(DATA TO PROCESS begins)

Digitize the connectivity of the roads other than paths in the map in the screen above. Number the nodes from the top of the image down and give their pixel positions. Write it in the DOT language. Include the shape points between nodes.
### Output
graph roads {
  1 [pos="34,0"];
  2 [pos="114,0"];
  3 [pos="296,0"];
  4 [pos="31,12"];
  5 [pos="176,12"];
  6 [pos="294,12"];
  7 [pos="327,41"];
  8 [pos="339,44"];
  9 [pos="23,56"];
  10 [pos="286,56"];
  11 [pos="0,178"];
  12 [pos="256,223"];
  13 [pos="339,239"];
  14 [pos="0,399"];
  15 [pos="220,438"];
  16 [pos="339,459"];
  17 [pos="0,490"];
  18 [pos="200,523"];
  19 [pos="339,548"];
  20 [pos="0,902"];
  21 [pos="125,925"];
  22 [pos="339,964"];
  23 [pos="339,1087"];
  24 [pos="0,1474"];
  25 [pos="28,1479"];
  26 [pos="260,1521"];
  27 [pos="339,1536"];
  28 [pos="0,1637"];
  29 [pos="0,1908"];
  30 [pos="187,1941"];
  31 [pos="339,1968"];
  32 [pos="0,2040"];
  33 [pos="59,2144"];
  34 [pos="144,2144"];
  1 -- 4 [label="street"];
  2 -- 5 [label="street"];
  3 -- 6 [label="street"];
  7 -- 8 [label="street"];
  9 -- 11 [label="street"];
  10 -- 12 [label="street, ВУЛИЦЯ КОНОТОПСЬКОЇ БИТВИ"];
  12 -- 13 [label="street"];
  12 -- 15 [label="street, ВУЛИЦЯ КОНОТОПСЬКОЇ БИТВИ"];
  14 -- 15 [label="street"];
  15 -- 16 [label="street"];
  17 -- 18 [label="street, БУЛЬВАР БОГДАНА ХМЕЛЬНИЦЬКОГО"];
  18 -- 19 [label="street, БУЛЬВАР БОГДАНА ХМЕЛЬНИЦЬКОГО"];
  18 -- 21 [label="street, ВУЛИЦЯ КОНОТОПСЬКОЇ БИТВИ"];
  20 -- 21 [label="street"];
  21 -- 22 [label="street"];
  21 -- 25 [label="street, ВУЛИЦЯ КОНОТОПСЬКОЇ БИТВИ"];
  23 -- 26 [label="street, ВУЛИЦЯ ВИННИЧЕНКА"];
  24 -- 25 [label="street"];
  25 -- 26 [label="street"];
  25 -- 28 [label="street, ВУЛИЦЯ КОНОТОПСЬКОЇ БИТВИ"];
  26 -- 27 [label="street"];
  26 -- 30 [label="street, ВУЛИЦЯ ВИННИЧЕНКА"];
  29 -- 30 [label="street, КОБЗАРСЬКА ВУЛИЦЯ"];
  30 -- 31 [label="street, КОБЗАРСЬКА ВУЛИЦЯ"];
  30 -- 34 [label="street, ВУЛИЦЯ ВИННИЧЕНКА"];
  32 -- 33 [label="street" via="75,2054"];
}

(DATA TO PROCESS ends)

= TO DO =
Determine how many lines in the data above include the word "БУЛЬВАР", and state that number only.

= SOLUTION TO THIS TASK =
2